MATHIAS CORMANN: Good morning. Good to be here.
BARRIE CASSIDY: Now, you seem to be saying two things at the moment that there is, remains a Budget emergency, but you’re in no hurry to fix it. Now, that does seem to be a contradictory position.
MATHIAS CORMANN: We inherited a Budget emergency from the previous Labor Government and we are working in an orderly and methodical fashion through the usual processes of Parliament to fix it. Labor left behind $123 billion in projected deficits in their last Budget on top of $191 billion in cumulative deficits in their first five Budgets and they left behind a spending growth trajectory, if unaddressed which would take us to $667 billion of debt and growing beyond within the decade. The Budget is our plan to repair the Budget. If all of the measures in our Budget are adopted we will be able to reduce debt within the decade by nearly $300 billion down to $389 billion. That is even after taking into account the requirement for us to make some adjustments along the way for the effects of bracket creep.

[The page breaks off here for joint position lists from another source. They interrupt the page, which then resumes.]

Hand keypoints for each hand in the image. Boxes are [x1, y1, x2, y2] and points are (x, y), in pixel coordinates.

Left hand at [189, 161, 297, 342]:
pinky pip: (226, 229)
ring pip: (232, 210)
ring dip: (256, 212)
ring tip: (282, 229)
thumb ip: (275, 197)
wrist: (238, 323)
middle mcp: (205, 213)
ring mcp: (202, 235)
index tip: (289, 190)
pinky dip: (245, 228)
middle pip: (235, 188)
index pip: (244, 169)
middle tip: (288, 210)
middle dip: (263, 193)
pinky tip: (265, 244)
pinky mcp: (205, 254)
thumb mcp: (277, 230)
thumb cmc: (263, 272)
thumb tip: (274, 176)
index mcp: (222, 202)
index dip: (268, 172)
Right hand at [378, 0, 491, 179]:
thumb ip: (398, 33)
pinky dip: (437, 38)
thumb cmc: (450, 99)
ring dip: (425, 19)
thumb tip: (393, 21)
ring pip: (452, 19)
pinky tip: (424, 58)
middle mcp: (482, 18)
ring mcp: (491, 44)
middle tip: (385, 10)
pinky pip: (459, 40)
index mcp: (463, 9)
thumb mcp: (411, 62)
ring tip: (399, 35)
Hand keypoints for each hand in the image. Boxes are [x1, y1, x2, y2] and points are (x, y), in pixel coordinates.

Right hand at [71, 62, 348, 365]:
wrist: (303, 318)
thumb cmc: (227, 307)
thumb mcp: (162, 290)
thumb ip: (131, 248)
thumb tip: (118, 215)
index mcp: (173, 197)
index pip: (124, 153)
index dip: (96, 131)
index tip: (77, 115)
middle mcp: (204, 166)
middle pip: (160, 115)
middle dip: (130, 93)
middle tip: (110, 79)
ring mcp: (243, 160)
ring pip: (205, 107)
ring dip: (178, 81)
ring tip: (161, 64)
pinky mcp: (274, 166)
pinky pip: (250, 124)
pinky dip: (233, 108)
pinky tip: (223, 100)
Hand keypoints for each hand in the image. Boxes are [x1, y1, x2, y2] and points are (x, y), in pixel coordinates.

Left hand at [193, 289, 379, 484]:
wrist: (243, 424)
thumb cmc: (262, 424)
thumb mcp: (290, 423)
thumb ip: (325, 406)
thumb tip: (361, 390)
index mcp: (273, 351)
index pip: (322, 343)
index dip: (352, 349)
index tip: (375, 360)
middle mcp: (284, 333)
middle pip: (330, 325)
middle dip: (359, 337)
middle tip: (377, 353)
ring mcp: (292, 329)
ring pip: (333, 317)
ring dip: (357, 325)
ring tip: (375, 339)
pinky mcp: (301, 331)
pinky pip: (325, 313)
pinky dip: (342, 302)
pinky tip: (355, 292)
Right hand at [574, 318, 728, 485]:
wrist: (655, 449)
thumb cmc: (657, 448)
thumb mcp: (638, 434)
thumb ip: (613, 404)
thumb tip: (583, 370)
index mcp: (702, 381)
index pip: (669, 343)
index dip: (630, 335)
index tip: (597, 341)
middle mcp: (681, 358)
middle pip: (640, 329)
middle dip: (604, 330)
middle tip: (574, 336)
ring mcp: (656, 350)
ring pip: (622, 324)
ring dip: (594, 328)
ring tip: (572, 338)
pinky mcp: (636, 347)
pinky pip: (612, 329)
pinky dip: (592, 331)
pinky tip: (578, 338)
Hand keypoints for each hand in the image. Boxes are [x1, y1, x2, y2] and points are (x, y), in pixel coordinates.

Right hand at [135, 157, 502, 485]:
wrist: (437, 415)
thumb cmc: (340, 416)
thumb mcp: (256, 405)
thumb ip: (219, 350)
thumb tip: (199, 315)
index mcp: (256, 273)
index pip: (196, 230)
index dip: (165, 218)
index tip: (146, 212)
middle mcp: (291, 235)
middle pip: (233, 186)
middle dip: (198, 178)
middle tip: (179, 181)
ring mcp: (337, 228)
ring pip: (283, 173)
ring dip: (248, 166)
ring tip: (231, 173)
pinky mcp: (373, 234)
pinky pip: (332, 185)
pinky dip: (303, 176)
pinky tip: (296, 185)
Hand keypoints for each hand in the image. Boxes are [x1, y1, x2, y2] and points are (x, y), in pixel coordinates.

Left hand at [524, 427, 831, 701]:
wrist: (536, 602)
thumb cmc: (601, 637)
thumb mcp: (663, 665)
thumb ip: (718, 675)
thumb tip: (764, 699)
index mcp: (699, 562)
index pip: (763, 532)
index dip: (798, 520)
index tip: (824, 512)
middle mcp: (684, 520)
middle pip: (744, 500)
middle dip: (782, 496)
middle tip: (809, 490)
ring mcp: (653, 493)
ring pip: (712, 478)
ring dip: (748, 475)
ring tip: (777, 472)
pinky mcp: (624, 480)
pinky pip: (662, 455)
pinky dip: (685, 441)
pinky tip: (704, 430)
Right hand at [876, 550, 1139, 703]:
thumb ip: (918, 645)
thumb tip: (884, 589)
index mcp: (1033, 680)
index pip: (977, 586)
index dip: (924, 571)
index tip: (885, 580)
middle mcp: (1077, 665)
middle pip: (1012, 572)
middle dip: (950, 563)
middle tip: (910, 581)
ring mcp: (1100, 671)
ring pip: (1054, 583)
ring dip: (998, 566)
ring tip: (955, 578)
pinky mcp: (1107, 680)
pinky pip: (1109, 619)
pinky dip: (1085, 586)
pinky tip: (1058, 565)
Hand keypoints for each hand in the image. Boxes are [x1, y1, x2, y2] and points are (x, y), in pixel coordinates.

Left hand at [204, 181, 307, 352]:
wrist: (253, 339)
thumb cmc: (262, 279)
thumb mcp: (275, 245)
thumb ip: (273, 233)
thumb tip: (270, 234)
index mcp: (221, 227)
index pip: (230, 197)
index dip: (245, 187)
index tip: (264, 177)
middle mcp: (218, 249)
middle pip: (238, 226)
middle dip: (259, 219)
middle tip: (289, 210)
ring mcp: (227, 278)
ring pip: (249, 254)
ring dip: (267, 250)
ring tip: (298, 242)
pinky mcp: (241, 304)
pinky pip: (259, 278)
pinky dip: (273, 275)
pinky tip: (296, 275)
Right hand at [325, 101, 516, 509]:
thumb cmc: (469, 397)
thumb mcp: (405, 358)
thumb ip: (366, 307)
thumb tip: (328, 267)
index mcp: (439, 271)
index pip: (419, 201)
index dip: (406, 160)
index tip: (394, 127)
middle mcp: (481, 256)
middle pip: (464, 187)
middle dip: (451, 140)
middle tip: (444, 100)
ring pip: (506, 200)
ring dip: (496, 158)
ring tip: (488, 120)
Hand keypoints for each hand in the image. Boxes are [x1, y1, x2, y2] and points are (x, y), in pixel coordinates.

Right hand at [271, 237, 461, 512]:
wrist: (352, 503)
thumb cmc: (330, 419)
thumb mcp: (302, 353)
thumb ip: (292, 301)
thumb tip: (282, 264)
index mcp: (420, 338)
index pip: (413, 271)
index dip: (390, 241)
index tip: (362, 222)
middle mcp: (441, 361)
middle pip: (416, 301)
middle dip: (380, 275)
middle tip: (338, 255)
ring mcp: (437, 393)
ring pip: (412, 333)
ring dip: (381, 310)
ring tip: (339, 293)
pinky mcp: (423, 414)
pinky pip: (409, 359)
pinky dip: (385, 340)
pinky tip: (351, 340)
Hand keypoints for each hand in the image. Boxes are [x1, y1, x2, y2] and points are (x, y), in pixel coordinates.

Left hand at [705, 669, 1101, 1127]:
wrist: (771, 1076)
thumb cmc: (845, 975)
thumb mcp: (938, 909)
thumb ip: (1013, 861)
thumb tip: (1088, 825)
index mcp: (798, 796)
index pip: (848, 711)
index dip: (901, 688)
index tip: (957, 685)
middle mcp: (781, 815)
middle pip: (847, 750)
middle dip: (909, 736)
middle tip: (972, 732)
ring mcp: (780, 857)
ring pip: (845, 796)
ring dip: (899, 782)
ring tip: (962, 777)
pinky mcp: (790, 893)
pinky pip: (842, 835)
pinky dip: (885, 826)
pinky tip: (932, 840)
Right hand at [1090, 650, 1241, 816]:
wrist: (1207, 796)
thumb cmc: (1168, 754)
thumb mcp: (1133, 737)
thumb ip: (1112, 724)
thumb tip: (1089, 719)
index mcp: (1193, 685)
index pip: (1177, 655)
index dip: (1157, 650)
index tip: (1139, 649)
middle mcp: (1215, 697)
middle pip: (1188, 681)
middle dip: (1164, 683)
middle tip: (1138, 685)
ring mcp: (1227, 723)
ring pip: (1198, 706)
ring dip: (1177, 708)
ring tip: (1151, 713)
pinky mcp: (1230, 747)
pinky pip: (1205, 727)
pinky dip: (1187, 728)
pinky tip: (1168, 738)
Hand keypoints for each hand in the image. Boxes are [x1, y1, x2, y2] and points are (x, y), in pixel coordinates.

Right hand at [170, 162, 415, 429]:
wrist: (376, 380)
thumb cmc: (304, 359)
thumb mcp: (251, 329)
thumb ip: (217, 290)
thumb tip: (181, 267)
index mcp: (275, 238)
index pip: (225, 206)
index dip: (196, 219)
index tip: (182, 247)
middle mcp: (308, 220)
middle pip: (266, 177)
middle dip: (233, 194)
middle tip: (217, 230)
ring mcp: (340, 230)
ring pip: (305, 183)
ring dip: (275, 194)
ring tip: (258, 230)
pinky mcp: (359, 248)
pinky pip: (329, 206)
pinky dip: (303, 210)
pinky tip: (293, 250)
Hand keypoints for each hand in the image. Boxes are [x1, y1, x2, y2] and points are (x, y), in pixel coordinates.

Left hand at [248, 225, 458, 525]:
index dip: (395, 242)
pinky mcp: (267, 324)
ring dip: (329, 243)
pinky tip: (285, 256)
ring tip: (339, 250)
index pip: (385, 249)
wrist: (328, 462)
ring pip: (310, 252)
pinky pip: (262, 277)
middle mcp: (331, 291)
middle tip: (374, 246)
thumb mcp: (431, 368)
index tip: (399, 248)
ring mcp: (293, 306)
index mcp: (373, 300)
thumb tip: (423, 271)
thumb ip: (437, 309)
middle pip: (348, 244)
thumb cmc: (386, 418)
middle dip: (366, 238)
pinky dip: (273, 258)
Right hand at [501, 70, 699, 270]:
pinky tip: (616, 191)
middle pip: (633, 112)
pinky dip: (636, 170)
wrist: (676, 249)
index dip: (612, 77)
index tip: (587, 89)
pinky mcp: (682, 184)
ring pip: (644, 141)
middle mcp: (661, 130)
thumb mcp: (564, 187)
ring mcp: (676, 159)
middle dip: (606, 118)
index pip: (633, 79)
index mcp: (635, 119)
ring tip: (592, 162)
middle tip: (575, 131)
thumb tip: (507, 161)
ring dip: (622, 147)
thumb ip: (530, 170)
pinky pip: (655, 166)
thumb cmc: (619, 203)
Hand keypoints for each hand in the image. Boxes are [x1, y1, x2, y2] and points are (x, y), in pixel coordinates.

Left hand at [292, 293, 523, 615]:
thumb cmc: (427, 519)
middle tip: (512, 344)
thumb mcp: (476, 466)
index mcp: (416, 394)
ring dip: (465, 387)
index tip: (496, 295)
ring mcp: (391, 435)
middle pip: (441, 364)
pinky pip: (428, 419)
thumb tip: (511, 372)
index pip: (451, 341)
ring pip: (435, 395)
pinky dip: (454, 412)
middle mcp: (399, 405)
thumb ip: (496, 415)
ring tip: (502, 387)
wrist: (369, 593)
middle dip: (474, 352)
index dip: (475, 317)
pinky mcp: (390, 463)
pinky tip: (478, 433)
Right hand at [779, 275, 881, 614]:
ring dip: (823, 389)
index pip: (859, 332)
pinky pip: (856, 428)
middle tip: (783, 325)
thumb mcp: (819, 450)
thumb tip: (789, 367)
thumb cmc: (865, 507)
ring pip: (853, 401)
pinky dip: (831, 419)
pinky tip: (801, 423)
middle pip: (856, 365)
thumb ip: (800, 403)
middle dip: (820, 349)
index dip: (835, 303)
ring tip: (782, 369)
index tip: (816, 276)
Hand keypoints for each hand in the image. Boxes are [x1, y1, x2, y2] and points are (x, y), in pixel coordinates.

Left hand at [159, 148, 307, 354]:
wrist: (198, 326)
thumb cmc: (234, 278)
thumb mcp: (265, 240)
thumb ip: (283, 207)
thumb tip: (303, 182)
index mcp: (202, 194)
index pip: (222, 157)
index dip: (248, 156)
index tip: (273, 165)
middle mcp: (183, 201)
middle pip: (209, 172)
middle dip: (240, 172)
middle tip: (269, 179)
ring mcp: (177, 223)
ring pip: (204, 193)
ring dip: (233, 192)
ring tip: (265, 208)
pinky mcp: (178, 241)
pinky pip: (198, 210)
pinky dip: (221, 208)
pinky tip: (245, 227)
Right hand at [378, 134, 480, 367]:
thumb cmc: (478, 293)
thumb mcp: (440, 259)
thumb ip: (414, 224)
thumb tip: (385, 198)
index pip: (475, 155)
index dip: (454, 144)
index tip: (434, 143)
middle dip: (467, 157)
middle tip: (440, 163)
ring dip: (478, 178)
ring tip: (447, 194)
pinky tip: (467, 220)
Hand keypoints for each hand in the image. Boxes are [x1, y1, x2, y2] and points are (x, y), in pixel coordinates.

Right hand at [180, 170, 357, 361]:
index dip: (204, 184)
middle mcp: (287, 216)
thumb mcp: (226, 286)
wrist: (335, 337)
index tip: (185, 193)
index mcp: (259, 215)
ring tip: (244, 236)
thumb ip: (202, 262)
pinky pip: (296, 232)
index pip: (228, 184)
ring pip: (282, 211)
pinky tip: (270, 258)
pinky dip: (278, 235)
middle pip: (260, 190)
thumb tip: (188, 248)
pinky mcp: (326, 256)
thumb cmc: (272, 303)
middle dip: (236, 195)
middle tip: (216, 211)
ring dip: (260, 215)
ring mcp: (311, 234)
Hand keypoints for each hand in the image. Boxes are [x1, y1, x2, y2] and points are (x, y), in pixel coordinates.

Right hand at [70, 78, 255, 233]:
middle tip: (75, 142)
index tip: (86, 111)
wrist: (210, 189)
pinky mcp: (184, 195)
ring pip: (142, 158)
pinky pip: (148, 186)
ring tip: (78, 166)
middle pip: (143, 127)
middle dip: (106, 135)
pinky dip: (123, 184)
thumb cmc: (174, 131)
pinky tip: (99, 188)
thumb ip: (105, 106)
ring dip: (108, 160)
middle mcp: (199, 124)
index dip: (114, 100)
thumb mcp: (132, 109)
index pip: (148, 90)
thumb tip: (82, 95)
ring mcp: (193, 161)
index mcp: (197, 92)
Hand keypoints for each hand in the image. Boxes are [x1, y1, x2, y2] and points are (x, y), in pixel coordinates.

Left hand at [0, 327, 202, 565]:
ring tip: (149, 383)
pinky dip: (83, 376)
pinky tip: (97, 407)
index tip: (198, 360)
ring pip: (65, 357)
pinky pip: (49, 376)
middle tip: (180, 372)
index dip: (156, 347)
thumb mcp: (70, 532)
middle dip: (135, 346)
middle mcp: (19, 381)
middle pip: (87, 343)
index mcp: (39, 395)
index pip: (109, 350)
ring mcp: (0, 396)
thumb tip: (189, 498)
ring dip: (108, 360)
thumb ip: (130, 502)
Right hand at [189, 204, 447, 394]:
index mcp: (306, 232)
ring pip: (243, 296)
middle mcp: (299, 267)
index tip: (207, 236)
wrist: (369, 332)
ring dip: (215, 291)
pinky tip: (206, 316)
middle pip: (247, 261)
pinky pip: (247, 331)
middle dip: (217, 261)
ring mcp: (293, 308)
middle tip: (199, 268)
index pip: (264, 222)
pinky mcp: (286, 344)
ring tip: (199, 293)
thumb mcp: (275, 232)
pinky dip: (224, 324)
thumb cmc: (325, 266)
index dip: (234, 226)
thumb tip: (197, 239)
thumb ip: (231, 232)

BARRIE CASSIDY: Yeah, but you’ve made the argument there that you can describe this as an emergency but why no rush? And you’ve used those words yourself, there is no rush.
MATHIAS CORMANN: What I have said is that there is no rush to deal with specific structural reforms, which do not take effect until 1 July 2015, early 2016 or indeed not until 2017. It has always been thus, that in relation to structural, medium to long term reforms, you deal with them sequentially and in a prioritised fashion in the Senate. The Senate never, ever has dealt with every bit of Budget legislation on day one. By the time we went to the last election, Labor had still not initiated legislation in relation to Budget measures two Budgets ago. So, as far as we are concerned, we are dealing with things as quickly as we sensibly can, bearing in mind that we had, until 30 June, a Senate that was controlled by Labor and the Greens, with Labor and the Greens both playing politics. Labor is opposing savings, $5 billion in savings that where initiated by Labor in Government. Bill Shorten is now opposing them. The Greens are telling us they are in favour of regular reductions in the excise on fuel. So that was the Senate we had to deal with until 30 June. We’ve had two weeks of the new Senate so far. The first two weeks were always going to be dominated by the repeal of the carbon tax, which is now gone as promised and the mining tax repeal, which is still a work in progress. So the point we’re making is that the Budget situation we inherited is very serious. The spending and debt growth trajectory that we inherited is very serious and needs to be addressed. We’re focussed on repairing the Budget, as we promised but we’re doing it in an orderly, methodical fashion as we must.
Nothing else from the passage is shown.